Кашкай поддался на уговоры еще и по другой причине, которая не составляла секрета для домашних, — ему хотелось быть поближе к Москве, точнее, к Хабише — старшей дочери, учившейся в аспирантуре. Сын Чингиз успел обзавестись семьей и уже несколько лет жил отдельно. Кашкая радовало, что оба рано проявили склонность к науке и пошли своими тропками по жизни. Но некогда большой и шумный дом, внезапно как бы опустевший, остро напоминал о приближающейся старости.
«…После проводов в аэропорту я впервые в жизни почувствовал какую-то пустоту, и, если б не Улдуз и Айбениз, я вполне мог бы считать себя одиноким, — писал он в Москву своей старшей дочери. — Однако все это мелочи жизни по сравнению с тем, что моя дочь работает над диссертацией. Ты нашла свое призвание и то, что ты приобщаешься к научному мировоззрению, — главное, чему я бесконечно рад». И в другом письме: «Твое сообщение о подготовке к печати двух научных статей несказанно обрадовало меня. Жду с нетерпением публикаций»{133}.
Поездка в Звенигород оказалась как нельзя кстати. В один из дней М. Кашкай выбрался из своего санаторного затворничества в столицу и объявился в общежитии, где проживала Хабиша. Тут-то и подкараулил его неожиданный телефонный звонок.

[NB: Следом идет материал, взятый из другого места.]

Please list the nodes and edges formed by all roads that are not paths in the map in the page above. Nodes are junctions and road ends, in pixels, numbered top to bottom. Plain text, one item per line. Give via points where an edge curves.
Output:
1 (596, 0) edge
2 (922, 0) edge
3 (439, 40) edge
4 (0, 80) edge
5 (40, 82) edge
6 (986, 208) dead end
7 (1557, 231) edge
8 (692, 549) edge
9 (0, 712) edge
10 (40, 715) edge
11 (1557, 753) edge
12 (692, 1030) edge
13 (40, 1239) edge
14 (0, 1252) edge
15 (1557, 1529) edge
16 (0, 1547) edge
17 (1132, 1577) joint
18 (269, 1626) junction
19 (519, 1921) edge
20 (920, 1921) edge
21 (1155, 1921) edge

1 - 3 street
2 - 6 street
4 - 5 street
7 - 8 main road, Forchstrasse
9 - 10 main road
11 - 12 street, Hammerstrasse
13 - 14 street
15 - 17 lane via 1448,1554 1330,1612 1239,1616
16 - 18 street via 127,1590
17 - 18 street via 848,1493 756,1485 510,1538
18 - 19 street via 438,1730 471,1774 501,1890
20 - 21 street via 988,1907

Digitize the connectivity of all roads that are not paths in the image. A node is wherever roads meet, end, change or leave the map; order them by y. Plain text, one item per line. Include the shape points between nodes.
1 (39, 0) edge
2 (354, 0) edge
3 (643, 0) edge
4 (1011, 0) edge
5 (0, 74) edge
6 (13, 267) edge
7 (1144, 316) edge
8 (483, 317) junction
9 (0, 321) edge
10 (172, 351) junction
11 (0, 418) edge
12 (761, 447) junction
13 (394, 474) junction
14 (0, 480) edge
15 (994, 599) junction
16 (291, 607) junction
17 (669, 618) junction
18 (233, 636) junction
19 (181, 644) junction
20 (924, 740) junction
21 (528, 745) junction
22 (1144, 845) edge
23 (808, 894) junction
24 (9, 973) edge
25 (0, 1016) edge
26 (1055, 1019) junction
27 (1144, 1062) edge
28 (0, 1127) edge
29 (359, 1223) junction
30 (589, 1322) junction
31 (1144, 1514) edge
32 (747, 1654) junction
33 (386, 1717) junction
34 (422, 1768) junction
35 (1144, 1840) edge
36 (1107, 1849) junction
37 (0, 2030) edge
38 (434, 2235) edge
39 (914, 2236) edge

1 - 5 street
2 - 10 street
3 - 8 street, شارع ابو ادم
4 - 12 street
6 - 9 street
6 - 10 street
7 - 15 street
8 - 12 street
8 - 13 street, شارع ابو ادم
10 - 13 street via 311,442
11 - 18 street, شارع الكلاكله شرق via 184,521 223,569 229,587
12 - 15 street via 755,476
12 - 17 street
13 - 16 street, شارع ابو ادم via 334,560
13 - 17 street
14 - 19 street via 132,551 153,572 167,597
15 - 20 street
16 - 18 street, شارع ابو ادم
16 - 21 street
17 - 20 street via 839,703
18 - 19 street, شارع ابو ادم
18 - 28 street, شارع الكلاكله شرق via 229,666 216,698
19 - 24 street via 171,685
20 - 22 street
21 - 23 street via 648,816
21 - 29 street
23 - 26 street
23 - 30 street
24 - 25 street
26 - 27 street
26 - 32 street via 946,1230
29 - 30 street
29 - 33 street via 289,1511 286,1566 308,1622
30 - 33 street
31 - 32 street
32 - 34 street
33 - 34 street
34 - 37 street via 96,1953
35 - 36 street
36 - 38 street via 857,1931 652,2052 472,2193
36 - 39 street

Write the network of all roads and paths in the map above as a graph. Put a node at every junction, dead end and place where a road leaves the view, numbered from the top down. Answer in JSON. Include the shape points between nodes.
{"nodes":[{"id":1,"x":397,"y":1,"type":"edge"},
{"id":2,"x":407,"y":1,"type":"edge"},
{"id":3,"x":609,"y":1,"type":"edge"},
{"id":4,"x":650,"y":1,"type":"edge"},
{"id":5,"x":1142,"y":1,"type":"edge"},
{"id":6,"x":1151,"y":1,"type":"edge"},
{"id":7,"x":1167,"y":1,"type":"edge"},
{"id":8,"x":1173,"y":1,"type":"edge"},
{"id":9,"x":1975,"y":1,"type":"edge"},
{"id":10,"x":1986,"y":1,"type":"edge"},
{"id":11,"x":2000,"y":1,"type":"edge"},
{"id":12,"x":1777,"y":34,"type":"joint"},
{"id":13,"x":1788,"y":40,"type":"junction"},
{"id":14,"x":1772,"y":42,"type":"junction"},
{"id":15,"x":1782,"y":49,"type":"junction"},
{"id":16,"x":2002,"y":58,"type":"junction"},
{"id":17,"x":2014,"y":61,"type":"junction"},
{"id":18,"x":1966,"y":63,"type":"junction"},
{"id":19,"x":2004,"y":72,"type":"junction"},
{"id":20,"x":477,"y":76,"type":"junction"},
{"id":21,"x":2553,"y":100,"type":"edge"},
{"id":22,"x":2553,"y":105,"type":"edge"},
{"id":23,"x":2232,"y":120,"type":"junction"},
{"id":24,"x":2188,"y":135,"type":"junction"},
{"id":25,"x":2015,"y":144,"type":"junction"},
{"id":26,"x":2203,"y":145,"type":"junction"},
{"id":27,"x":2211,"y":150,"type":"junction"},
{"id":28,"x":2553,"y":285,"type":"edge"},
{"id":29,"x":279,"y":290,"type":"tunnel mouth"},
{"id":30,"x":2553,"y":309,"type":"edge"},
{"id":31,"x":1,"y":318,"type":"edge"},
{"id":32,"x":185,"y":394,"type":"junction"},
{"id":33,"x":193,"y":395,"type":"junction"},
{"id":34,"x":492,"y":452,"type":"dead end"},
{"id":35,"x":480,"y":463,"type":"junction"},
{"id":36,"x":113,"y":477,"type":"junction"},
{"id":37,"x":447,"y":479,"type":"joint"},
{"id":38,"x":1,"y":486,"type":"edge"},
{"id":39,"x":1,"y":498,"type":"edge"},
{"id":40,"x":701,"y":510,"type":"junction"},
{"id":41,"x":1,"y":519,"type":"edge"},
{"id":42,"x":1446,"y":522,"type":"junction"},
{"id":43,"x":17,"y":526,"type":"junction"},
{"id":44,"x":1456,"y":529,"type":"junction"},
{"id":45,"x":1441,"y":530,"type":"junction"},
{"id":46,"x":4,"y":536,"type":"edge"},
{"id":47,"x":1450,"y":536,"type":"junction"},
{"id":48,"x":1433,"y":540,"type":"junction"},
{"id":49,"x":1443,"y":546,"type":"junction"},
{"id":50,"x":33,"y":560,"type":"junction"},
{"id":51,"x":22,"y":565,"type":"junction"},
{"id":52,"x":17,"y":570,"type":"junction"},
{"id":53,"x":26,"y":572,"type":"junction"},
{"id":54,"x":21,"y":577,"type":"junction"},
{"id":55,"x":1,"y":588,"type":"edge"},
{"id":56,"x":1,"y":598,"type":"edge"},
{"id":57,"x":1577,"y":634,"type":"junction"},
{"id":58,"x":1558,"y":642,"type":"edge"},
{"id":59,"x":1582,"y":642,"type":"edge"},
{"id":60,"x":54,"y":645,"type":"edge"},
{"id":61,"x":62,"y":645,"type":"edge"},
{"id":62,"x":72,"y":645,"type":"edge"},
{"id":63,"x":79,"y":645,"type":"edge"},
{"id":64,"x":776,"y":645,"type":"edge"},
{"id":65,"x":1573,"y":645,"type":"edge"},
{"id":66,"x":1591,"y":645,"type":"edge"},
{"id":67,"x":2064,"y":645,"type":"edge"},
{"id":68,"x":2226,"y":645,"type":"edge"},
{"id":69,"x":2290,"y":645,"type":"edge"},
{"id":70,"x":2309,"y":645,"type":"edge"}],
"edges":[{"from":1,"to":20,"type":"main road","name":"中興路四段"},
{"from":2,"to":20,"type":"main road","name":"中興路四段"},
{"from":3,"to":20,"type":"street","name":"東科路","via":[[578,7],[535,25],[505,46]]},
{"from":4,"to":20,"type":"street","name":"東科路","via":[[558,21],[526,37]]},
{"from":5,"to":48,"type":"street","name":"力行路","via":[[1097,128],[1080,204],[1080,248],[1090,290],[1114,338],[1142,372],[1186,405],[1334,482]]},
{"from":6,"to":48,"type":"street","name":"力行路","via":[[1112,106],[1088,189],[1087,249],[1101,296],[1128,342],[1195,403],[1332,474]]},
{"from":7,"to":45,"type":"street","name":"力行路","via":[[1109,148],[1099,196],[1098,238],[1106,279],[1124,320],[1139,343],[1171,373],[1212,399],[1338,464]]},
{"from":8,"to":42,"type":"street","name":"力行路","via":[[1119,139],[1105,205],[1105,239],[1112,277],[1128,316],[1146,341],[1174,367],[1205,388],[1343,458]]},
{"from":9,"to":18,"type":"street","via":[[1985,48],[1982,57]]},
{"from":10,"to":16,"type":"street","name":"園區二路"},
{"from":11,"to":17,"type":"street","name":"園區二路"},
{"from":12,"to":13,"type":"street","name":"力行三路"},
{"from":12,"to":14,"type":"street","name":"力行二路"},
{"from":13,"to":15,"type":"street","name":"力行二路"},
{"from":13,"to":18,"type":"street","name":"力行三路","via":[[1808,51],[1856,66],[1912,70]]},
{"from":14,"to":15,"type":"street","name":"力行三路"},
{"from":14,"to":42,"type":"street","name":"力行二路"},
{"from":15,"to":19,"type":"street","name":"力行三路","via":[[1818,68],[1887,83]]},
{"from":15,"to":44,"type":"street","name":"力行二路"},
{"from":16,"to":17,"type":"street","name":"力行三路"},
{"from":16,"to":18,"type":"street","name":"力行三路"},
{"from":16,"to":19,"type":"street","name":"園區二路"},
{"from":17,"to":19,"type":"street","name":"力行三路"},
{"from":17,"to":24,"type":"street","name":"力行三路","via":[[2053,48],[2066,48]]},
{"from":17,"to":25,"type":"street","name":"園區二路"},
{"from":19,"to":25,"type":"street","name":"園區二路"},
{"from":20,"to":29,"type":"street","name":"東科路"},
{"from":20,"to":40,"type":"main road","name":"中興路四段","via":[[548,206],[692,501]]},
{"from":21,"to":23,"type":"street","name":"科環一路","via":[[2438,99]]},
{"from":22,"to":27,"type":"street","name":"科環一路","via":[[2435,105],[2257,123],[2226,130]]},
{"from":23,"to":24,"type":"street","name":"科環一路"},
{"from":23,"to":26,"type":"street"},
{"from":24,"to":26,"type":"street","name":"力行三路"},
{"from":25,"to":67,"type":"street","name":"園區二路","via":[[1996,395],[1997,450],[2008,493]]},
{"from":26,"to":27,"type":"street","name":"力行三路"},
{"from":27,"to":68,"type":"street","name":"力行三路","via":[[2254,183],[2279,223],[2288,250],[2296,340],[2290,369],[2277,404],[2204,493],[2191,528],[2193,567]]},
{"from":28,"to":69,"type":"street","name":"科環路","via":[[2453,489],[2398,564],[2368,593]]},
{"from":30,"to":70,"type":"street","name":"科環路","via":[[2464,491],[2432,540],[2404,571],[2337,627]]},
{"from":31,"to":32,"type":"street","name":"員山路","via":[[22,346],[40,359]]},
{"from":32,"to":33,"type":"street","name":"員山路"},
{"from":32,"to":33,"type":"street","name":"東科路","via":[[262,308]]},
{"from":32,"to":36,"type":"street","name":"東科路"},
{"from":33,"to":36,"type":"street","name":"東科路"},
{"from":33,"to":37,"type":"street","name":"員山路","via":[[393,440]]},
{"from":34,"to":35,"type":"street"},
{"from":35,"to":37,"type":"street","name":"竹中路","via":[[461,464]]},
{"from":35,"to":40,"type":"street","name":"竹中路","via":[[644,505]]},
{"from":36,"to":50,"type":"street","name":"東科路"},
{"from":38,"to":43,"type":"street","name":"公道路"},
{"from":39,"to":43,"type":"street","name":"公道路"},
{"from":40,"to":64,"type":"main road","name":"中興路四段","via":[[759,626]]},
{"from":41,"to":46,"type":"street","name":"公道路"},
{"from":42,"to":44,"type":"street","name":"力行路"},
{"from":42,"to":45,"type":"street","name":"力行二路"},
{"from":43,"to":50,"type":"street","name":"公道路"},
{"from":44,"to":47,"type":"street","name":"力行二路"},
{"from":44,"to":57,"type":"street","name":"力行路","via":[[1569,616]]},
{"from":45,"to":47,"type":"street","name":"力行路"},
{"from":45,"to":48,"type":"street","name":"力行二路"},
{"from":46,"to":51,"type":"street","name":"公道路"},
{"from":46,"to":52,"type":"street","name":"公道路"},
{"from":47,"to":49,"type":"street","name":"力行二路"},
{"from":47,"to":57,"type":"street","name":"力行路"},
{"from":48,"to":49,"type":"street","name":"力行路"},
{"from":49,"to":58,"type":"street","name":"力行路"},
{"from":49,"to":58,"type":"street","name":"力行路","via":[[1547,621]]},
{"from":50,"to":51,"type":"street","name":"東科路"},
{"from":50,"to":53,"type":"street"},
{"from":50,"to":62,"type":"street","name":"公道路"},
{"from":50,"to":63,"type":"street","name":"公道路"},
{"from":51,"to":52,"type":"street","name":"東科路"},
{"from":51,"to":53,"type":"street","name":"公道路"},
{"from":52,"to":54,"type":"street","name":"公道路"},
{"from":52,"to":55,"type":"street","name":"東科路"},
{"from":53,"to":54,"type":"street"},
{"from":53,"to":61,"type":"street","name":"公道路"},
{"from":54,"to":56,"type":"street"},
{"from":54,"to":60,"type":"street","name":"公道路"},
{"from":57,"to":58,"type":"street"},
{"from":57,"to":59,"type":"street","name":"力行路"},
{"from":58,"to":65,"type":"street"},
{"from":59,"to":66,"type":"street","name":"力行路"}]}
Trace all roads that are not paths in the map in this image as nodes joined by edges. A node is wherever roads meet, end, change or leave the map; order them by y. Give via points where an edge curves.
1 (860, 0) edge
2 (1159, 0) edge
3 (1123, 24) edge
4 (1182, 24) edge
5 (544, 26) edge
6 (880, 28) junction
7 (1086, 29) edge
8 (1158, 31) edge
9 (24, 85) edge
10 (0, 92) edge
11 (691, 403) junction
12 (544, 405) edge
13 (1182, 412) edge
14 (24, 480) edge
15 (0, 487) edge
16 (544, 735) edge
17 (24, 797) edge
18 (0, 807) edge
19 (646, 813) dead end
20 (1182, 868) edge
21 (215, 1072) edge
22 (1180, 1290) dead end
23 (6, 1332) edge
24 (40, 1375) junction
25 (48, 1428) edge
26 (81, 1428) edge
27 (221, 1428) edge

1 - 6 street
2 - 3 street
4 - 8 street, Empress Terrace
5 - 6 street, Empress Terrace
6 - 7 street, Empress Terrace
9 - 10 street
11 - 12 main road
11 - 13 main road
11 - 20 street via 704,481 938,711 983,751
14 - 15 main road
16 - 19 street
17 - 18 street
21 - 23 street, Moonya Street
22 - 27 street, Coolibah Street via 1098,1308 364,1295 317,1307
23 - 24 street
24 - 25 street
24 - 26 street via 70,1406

«Можно Хабибу-ханум?» — услышал он чей-то мужской голос. При таком повороте дела в душе любого отца, кем бы он ни был и к какой бы нации ни принадлежал, всплывает ревнивый вопрос: кто он, этот посторонний мужчина, проникающий в комнату его дочери, пусть и по телефону?
«Передайте, что звонил Гусейнов», — попросил незнакомец на другом конце провода и, извинившись, повесил трубку.
По свидетельству домашних, Мир-Али Кашкай в принципе лишен был традиционных восточных предрассудков, обязывающих отца создавать защитную систему этикета, призванного оберегать женскую половину дома от постороннего взгляда. Как мы уже говорили, женщины кашкайцев не носили чадру и ходили с открытым лицом. Тем не менее неожиданный звонок встревожил его.
— Что это твои знакомцы представляются официально, как на партсобрании? «Передайте, что звонил Гусейнов…»
— Служебная привычка. Он ведь первый секретарь ЦК комсомола Азербайджана — Вагиф Гусейнов.
— Мог бы представиться и проще, Вагиф — прекрасное имя. Впрочем, сей случай только лишь подтверждает мою правоту в той дискуссии о формах обращения в азербайджанском языке. Не захотели воспользоваться подзабытыми словами: «бек», «ага». Вот и приходится общаться даже с близкими строго по-партийному…
Так в доме Кашкаев появился Вагиф Гусейнов, лидер азербайджанской комсомолии в 70-е годы. Ему тогда было тридцать, Хабибе — двадцать четыре. Его ухаживания завершились в конце 1974 года веселой молодежной свадьбой.